Doncaster Racecourse defends track after trainer dubs it 'disgrace' ahead of Lincoln
Bosses at Doncaster Racecourse have defended the state of the track ahead of this weekend’s Lincoln meeting – after one trainer called it a ‘disgrace’ and compared the grass to concrete.
Trainer Roger Fell shared a video on Twitter, showing areas of firm ground with little or no grass and wrote in a tweet: “It’s a disgrace they expect to run the Lincoln on that ground . It’s like concrete.”
This weekend’s race at Town Moor is the traditonal opening of the Flat season – and Doncaster Racecourse clerk Roderick Duncan has defended the track, blaming its condition on members of the public walking on it during lockdown.
In an interview with The Sun he said: “Look we’ve had 800 horses bash round our National Hunt course over the winter and they cross the track in three places.
“And on top of that, Doncaster is a public space and throughout lockdown we have had hundreds of people walking the course.
“And certainly through the worst winter weather when we have the jumps course covered, they walked on the Flat course.
“Is the grass cover how we’d like it?
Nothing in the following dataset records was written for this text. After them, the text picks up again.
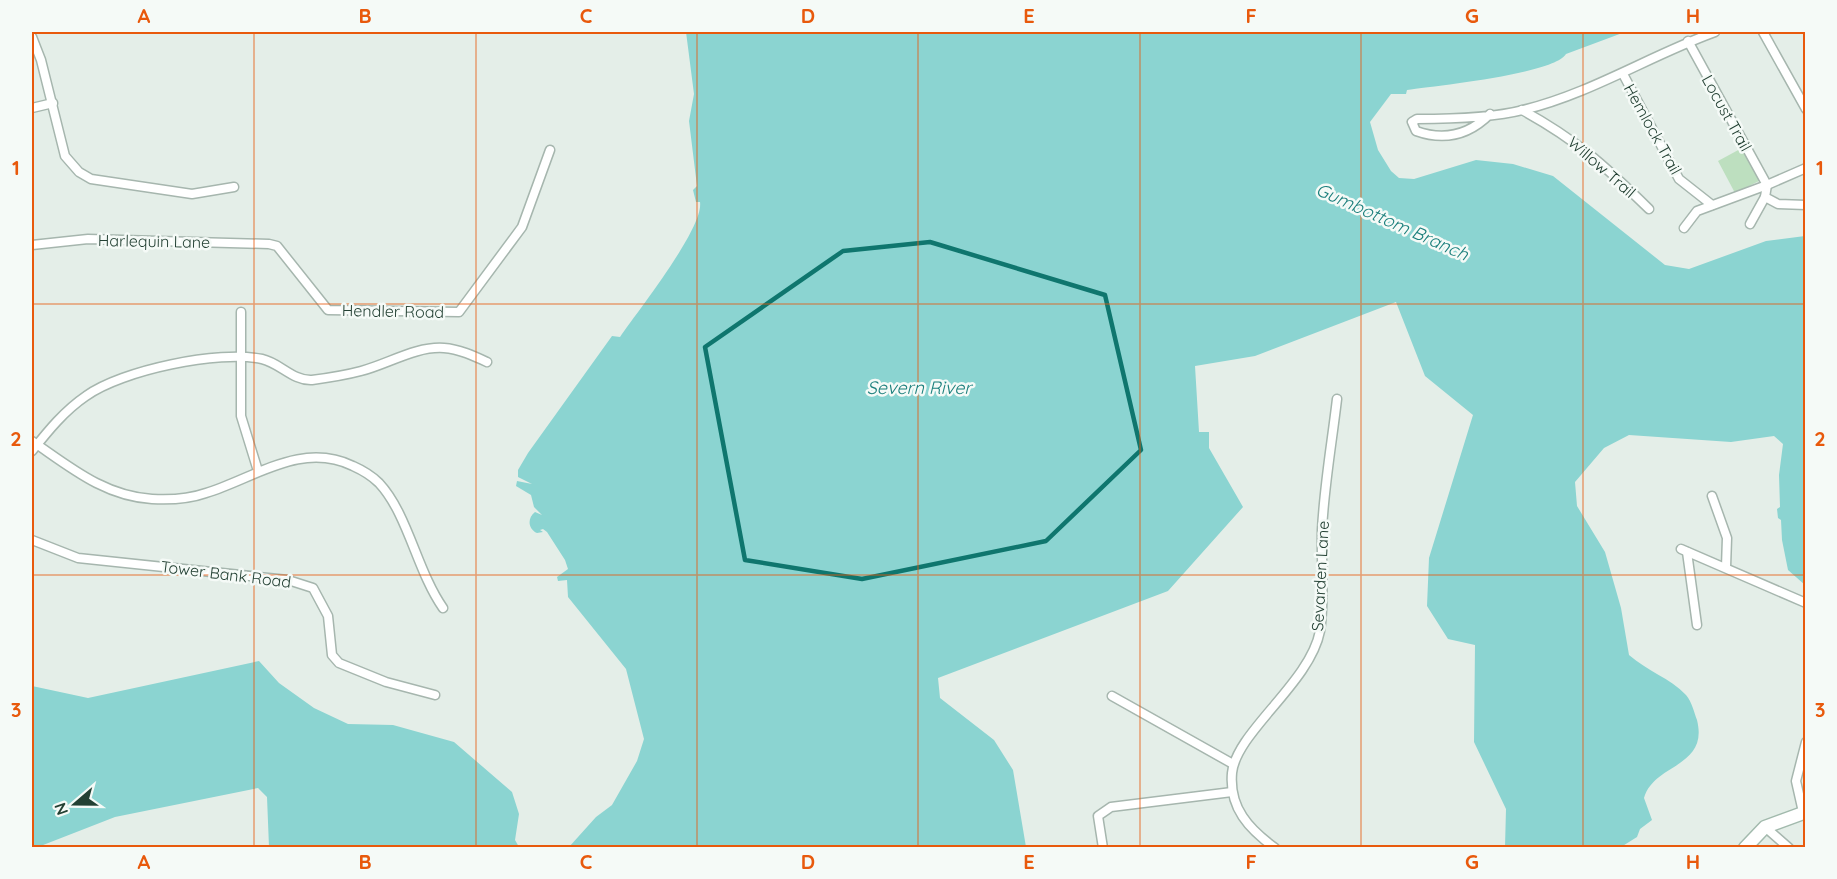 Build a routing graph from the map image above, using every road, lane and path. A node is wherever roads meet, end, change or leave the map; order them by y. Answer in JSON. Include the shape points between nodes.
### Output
{"nodes":[{"id":1,"x":1715,"y":32,"type":"edge"},
{"id":2,"x":1763,"y":32,"type":"edge"},
{"id":3,"x":32,"y":37,"type":"edge"},
{"id":4,"x":1688,"y":41,"type":"junction"},
{"id":5,"x":1623,"y":74,"type":"junction"},
{"id":6,"x":53,"y":103,"type":"junction"},
{"id":7,"x":32,"y":108,"type":"edge"},
{"id":8,"x":1806,"y":109,"type":"edge"},
{"id":9,"x":1522,"y":110,"type":"junction"},
{"id":10,"x":1490,"y":114,"type":"junction"},
{"id":11,"x":550,"y":150,"type":"dead end"},
{"id":12,"x":1806,"y":168,"type":"edge"},
{"id":13,"x":1767,"y":185,"type":"junction"},
{"id":14,"x":234,"y":187,"type":"dead end"},
{"id":15,"x":1765,"y":197,"type":"junction"},
{"id":16,"x":1712,"y":205,"type":"junction"},
{"id":17,"x":1806,"y":205,"type":"edge"},
{"id":18,"x":1649,"y":209,"type":"dead end"},
{"id":19,"x":1750,"y":224,"type":"dead end"},
{"id":20,"x":1684,"y":228,"type":"dead end"},
{"id":21,"x":32,"y":245,"type":"edge"},
{"id":22,"x":277,"y":246,"type":"joint"},
{"id":23,"x":242,"y":312,"type":"dead end"},
{"id":24,"x":240,"y":357,"type":"junction"},
{"id":25,"x":487,"y":362,"type":"dead end"},
{"id":26,"x":1336,"y":399,"type":"dead end"},
{"id":27,"x":33,"y":445,"type":"edge"},
{"id":28,"x":258,"y":471,"type":"junction"},
{"id":29,"x":1713,"y":496,"type":"dead end"},
{"id":30,"x":32,"y":540,"type":"edge"},
{"id":31,"x":1726,"y":567,"type":"junction"},
{"id":32,"x":1806,"y":603,"type":"edge"},
{"id":33,"x":443,"y":608,"type":"dead end"},
{"id":34,"x":1697,"y":625,"type":"dead end"},
{"id":35,"x":435,"y":695,"type":"dead end"},
{"id":36,"x":1112,"y":696,"type":"dead end"},
{"id":37,"x":1806,"y":742,"type":"edge"},
{"id":38,"x":1233,"y":764,"type":"junction"},
{"id":39,"x":1232,"y":792,"type":"junction"},
{"id":40,"x":1804,"y":812,"type":"edge"},
{"id":41,"x":1765,"y":827,"type":"junction"},
{"id":42,"x":1103,"y":848,"type":"edge"},
{"id":43,"x":1275,"y":848,"type":"edge"},
{"id":44,"x":1745,"y":848,"type":"edge"},
{"id":45,"x":1789,"y":848,"type":"edge"}],
"edges":[{"from":1,"to":4,"type":"street"},
{"from":2,"to":8,"type":"street"},
{"from":3,"to":6,"type":"street"},
{"from":4,"to":5,"type":"street"},
{"from":4,"to":13,"type":"street","name":"Locust Trail"},
{"from":5,"to":9,"type":"street"},
{"from":5,"to":16,"type":"street","name":"Hemlock Trail","via":[[1679,179]]},
{"from":6,"to":7,"type":"street"},
{"from":6,"to":14,"type":"street","via":[[65,156],[91,179],[192,194]]},
{"from":9,"to":10,"type":"street"},
{"from":9,"to":18,"type":"street","name":"Willow Trail","via":[[1600,160]]},
{"from":10,"to":10,"type":"street","via":[[1478,125],[1448,137],[1431,137],[1416,131],[1412,122]]},
{"from":11,"to":22,"type":"street","name":"Hendler Road","via":[[522,227],[459,312],[328,310]]},
{"from":12,"to":13,"type":"street"},
{"from":13,"to":15,"type":"street"},
{"from":13,"to":16,"type":"street"},
{"from":15,"to":17,"type":"street","via":[[1778,204]]},
{"from":15,"to":19,"type":"street"},
{"from":16,"to":20,"type":"street","via":[[1697,211]]},
{"from":21,"to":22,"type":"street","name":"Harlequin Lane","via":[[91,239]]},
{"from":23,"to":24,"type":"street"},
{"from":24,"to":25,"type":"street","via":[[263,359],[310,380],[361,371],[431,347],[448,348]]},
{"from":24,"to":27,"type":"street","via":[[186,363],[107,383],[63,414]]},
{"from":24,"to":28,"type":"street","via":[[241,416]]},
{"from":26,"to":38,"type":"street","name":"Sevarden Lane","via":[[1322,527],[1320,632],[1300,675]]},
{"from":27,"to":28,"type":"street","via":[[86,479],[117,492],[150,499],[197,496]]},
{"from":28,"to":33,"type":"street","via":[[279,463],[328,457],[363,471],[378,482],[393,501],[429,588]]},
{"from":29,"to":31,"type":"street","via":[[1727,538]]},
{"from":30,"to":35,"type":"street","name":"Tower Bank Road","via":[[78,558],[288,580],[313,588],[328,616],[332,655],[339,663],[386,682]]},
{"from":31,"to":32,"type":"street"},
{"from":31,"to":34,"type":"street","via":[[1684,550]]},
{"from":36,"to":38,"type":"street"},
{"from":37,"to":40,"type":"street","via":[[1796,781]]},
{"from":38,"to":39,"type":"street"},
{"from":39,"to":42,"type":"street","via":[[1111,807],[1098,816]]},
{"from":39,"to":43,"type":"street","via":[[1248,825]]},
{"from":40,"to":41,"type":"street"},
{"from":41,"to":44,"type":"street"},
{"from":41,"to":45,"type":"street"}]}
No, it’s a little bit behind where we’d want to see it. But that’s a combination of factors.
“And this year, as the cycle goes, the November Handicap comes around later and the Lincoln comes earlier in March.
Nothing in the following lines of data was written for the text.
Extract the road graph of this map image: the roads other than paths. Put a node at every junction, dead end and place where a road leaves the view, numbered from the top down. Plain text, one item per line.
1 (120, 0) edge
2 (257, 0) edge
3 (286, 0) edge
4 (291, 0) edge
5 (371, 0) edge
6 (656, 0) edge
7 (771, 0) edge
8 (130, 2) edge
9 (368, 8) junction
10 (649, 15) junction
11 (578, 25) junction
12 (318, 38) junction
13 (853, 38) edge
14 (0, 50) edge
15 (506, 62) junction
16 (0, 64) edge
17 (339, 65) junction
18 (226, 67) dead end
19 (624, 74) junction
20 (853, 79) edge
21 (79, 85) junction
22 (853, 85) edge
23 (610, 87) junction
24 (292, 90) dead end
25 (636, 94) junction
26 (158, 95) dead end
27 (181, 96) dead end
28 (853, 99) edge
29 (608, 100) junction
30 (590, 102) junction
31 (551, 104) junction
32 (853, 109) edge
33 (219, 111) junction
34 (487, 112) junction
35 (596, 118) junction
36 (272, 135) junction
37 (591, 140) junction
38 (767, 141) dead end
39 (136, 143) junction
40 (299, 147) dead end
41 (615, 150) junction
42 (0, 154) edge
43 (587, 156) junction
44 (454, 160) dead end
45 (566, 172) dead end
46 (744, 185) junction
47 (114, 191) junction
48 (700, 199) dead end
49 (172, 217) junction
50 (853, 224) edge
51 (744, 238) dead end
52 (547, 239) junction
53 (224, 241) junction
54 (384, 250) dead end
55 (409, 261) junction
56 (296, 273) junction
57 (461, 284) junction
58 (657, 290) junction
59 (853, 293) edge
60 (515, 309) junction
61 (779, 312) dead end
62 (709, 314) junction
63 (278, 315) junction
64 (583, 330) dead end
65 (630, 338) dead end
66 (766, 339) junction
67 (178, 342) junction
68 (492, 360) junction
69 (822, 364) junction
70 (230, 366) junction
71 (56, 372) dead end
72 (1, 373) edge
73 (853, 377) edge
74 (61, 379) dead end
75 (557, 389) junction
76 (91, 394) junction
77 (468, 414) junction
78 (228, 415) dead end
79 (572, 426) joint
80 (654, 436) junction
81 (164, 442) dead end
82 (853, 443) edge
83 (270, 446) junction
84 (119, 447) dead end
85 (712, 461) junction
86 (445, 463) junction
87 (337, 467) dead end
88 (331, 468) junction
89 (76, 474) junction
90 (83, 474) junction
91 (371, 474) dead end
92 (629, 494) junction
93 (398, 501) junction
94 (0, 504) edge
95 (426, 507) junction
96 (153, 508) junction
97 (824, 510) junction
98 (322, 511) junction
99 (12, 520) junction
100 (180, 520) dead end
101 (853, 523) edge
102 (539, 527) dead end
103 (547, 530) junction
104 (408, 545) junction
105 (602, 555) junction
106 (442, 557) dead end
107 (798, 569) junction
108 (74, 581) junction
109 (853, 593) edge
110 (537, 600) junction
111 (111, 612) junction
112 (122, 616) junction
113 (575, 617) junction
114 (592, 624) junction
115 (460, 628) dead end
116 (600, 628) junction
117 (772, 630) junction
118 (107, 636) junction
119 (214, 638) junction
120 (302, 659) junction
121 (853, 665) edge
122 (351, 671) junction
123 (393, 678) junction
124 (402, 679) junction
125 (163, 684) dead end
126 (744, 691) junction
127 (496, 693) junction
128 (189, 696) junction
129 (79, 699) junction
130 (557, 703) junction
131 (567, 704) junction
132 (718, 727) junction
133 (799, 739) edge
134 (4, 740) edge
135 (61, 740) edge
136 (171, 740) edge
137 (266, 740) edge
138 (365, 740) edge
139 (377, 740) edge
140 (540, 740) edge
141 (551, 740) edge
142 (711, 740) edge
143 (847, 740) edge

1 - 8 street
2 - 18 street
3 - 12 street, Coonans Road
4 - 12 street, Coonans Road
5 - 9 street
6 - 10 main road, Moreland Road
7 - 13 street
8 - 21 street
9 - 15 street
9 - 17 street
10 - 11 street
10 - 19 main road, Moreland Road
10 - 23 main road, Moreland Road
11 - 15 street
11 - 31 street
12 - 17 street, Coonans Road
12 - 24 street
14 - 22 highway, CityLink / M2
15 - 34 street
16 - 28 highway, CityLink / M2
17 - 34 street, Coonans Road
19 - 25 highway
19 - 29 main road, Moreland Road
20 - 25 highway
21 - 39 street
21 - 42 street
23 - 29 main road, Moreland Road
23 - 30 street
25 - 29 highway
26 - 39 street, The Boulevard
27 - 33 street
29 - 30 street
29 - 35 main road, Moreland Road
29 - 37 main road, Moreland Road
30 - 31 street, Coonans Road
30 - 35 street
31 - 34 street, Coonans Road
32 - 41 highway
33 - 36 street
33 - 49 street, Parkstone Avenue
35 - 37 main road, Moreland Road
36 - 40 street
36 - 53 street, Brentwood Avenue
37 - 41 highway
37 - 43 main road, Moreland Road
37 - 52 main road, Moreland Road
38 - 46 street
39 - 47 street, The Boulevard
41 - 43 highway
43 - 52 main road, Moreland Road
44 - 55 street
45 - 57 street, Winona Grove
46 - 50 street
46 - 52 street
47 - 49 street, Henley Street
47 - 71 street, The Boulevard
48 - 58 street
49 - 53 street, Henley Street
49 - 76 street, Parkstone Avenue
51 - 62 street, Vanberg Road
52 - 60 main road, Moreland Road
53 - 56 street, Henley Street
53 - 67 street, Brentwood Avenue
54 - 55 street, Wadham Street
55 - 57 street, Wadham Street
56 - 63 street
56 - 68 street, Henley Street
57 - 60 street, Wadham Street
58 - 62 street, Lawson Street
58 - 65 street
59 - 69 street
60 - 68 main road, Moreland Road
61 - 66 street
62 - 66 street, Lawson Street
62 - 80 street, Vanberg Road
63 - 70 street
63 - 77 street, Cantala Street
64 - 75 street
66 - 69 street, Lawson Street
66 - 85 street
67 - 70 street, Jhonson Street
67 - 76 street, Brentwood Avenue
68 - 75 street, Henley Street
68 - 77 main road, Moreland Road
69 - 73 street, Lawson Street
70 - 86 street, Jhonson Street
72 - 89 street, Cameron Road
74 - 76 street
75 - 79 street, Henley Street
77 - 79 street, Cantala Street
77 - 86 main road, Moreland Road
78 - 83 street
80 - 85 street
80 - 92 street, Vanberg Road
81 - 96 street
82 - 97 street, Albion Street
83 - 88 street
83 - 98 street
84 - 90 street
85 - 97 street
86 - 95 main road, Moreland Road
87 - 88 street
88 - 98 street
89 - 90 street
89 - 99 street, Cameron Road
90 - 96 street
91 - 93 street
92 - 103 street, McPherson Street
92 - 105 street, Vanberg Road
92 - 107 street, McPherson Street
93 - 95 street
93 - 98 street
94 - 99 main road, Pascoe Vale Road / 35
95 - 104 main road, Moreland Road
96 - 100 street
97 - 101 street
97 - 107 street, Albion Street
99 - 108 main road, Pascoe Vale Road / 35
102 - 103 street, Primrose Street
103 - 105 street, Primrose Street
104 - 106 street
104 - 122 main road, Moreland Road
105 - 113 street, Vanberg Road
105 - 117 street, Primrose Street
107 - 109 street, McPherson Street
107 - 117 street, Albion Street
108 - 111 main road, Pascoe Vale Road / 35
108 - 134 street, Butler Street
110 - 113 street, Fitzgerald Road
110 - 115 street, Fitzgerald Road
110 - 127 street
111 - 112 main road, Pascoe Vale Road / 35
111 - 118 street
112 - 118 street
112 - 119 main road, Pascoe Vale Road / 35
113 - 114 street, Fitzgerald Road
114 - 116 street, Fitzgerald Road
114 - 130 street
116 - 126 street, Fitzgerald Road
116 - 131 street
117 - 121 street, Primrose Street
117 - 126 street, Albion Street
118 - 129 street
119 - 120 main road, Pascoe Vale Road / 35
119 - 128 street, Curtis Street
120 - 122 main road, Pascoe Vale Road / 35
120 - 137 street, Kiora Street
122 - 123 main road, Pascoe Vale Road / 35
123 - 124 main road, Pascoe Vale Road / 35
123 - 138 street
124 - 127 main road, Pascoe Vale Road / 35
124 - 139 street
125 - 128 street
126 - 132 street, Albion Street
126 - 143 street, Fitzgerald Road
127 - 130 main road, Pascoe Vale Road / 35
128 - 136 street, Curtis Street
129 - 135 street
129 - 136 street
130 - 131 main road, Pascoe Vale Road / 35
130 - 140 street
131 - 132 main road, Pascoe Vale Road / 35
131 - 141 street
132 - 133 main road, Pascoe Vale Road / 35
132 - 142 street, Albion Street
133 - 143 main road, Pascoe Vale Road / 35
“There’s not much we can do between now and the weekend. The weather needs to be right for the best conditions.
“We’ve had the BHA course inspector round the last week and they were complimentary about the growth underneath.”
He added: “We’re currently good, but drying with bright sun and strong wind at the moment.”
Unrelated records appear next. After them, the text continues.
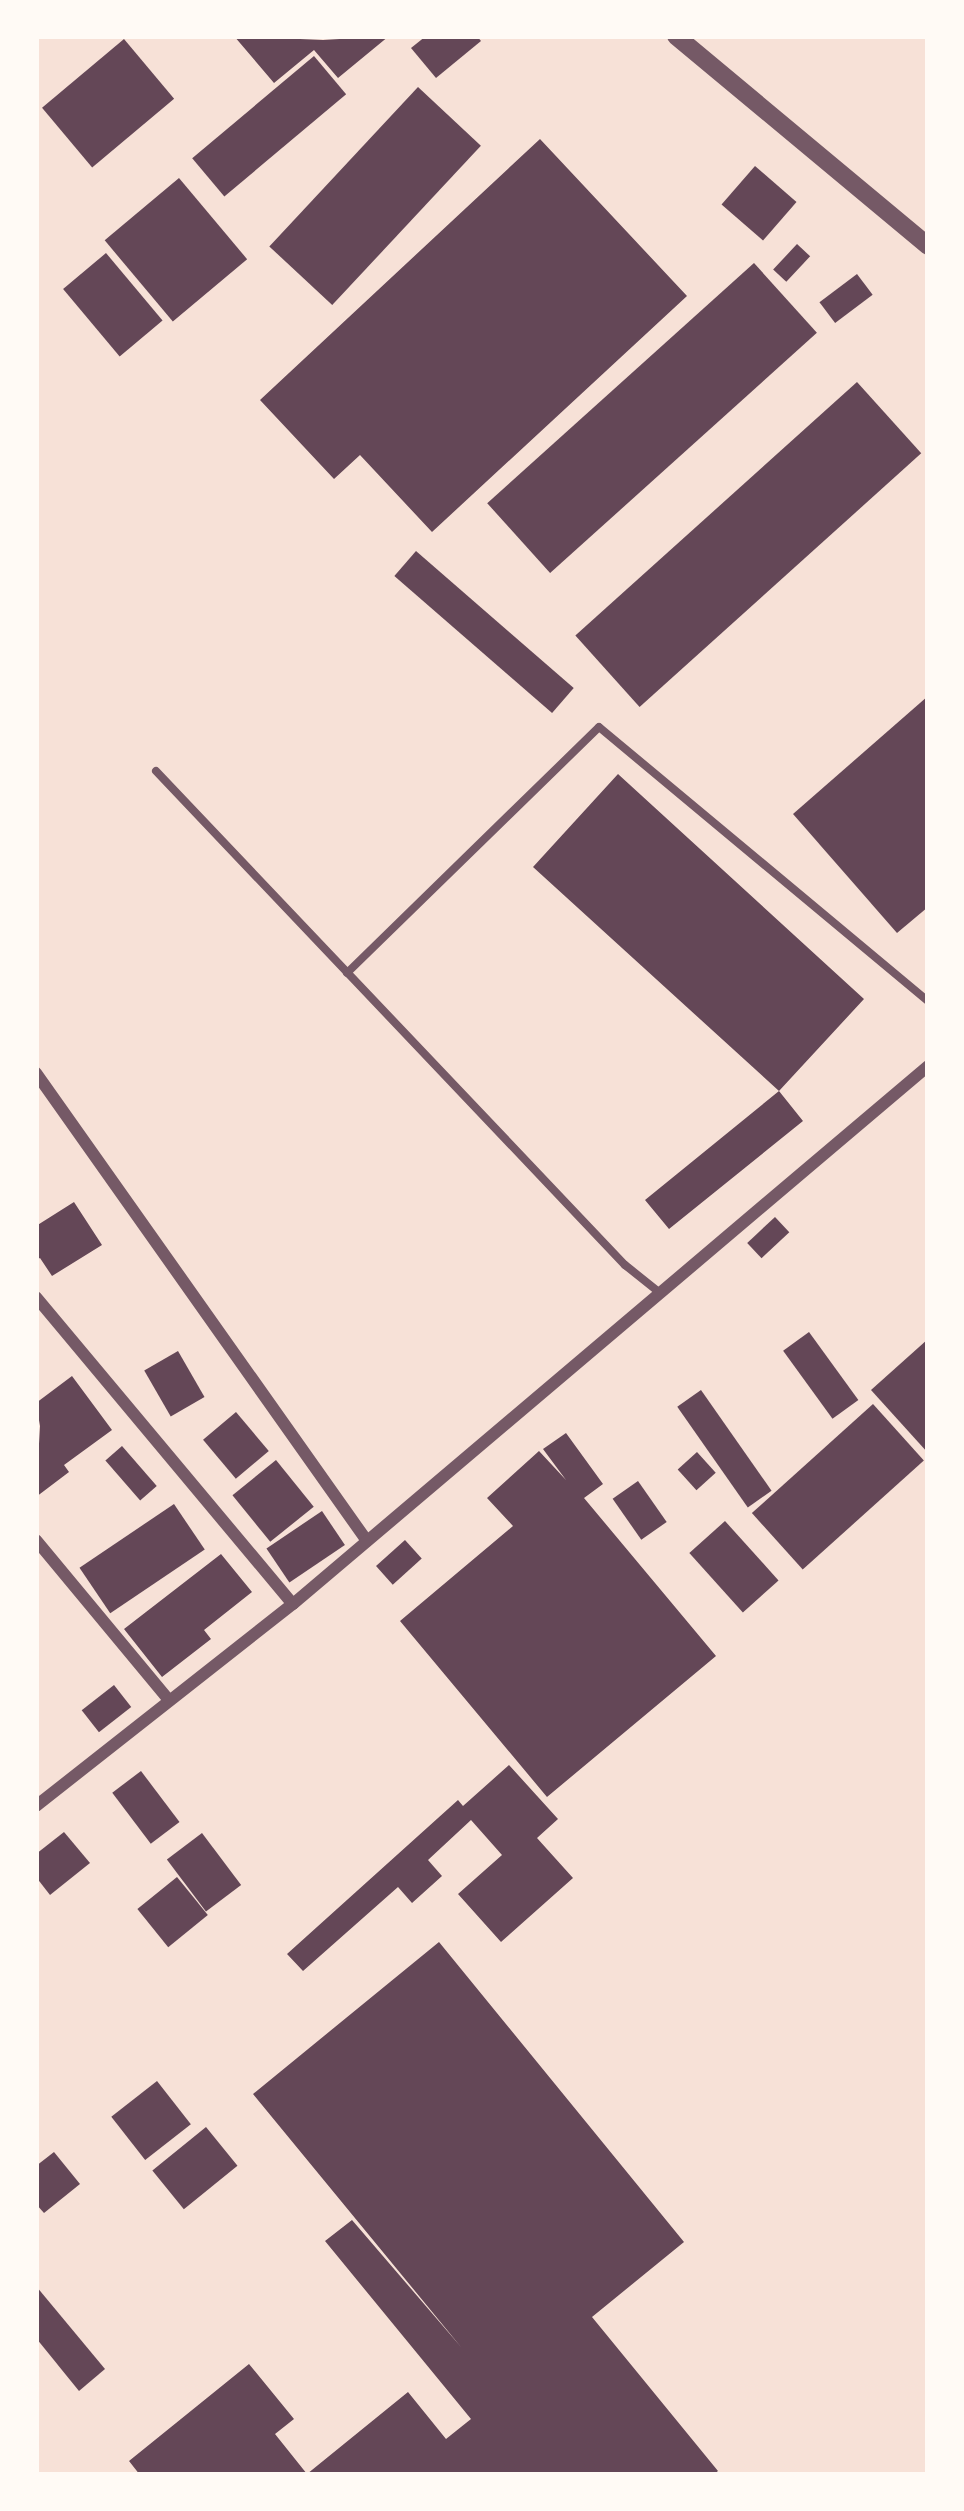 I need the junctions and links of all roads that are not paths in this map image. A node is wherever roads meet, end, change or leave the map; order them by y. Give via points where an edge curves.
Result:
1 (676, 36) edge
2 (928, 246) edge
3 (156, 771) dead end
4 (347, 973) junction
5 (928, 1001) edge
6 (928, 1066) edge
7 (36, 1073) edge
8 (659, 1293) junction
9 (36, 1297) edge
10 (36, 1540) edge
11 (367, 1541) junction
12 (293, 1604) junction
13 (169, 1700) junction
14 (37, 1804) edge

1 - 2 street
3 - 4 lane
4 - 5 lane via 598,727
4 - 8 lane
6 - 8 street
7 - 11 street
8 - 11 street
9 - 12 street
10 - 13 street
11 - 12 street
12 - 13 street
13 - 14 street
“I expect us to change that to good to firm on the straight course, the round course is a bit more sheltered and there’s a bit of easier ground going away from the grandstand.
“There’s an amount of rain forecast for Friday but there is some disagreement amongst the forecasts as to the volumes. Three to five milimetres seems to be the average, but our own forecast is from three all the way up to 15.”